I provided a hint of emotion (I’m not a robot) with the word “sad” and again asked him about removing my phone number.
Sadly, I don’t actually believe you’re in possession of it.
And you clearly didn’t hide my number. I feel like that’s a fair request.
That’s highly disrespectful. I might joke but I don’t lie. Just think
of it as a text based installation on loss and absence. Speaking of
textual works on the beauties of loss and absence, here’s my black
trucker Jesus with Samuel Beckett. There’s another of him posing with another piece of art my grandmother left me.
This email came with two photos. We have to externally link to the (NSFW) first one, unfortunately, but, ironically, I also own a version of this (NSFW) timeless relic. We really aren’t so different, Rick Cabrera and I.
Here’s the second one:
Phew—so at least he really owned the trucker Jesus, an unquestionably profound piece of work. It looks like it has a nice place on his wall, undisturbed by the hands of a racist girlfriend. (For those wondering, Rick Cabrera threw in the “Go Bobcats!!!” because he had seen one of my alma maters listed on my Facebook page—he friend-requested me, but I am too hurt and unwilling to ever trust another human again).
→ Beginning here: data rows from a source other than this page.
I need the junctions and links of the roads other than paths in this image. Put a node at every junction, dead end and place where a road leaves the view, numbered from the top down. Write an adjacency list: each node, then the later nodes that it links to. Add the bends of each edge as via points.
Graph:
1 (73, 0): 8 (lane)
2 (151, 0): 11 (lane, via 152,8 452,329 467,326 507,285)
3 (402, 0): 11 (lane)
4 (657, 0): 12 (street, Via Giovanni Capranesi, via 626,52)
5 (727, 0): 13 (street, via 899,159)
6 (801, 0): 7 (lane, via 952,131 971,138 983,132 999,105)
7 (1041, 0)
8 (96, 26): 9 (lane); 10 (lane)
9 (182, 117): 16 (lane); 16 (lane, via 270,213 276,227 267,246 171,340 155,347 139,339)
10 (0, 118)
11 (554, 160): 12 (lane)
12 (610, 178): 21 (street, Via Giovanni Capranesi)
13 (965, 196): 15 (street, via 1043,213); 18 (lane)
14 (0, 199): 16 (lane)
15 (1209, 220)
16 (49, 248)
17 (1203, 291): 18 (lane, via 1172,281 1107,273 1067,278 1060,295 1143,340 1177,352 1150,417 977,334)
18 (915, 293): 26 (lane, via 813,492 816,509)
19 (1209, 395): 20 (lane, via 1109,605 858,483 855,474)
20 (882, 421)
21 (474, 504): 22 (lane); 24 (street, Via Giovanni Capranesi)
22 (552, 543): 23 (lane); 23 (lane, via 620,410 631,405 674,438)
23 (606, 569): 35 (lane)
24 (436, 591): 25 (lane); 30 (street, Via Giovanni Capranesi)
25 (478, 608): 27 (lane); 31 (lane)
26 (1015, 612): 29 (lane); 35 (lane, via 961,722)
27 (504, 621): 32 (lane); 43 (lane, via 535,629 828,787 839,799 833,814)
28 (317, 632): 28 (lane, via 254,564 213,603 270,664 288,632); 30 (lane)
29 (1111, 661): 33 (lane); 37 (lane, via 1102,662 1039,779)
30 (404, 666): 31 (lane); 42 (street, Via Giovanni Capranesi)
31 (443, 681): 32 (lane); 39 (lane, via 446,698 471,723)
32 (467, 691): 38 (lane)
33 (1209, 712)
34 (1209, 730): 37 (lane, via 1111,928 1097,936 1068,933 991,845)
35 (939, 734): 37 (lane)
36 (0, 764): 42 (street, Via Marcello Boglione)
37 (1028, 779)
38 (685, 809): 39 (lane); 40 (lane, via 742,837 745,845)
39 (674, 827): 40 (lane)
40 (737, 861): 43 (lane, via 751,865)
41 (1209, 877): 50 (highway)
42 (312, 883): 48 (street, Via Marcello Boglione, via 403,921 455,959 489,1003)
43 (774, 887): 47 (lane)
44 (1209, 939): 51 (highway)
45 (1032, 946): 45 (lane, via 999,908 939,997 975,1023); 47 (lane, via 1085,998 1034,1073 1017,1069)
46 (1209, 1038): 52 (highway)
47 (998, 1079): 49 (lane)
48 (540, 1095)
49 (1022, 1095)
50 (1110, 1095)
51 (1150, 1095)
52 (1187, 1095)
Defeated by Rick’s ruse and his stubborn refusal to remove my phone number, yet not wanting to show it, I eventually sent him our last correspondence:
Wow, well that CL photo did not do this work any justice. Truly stunning.
Thanks for sharing!
So, with my final message to Rick (our last few exchanges didn’t make it to his site, for some reason), I finally came to accept the reality of the situation: “Rick Cabrera” is simply a mean-spirited, less funny David Thorne. Remember him? He humorously manipulated people over email, but if I remember correctly, he did this without appealing to gross tropes or code-switching in order to provoke. But hey, we can’t all be great at doing something someone already successfully did seven years ago.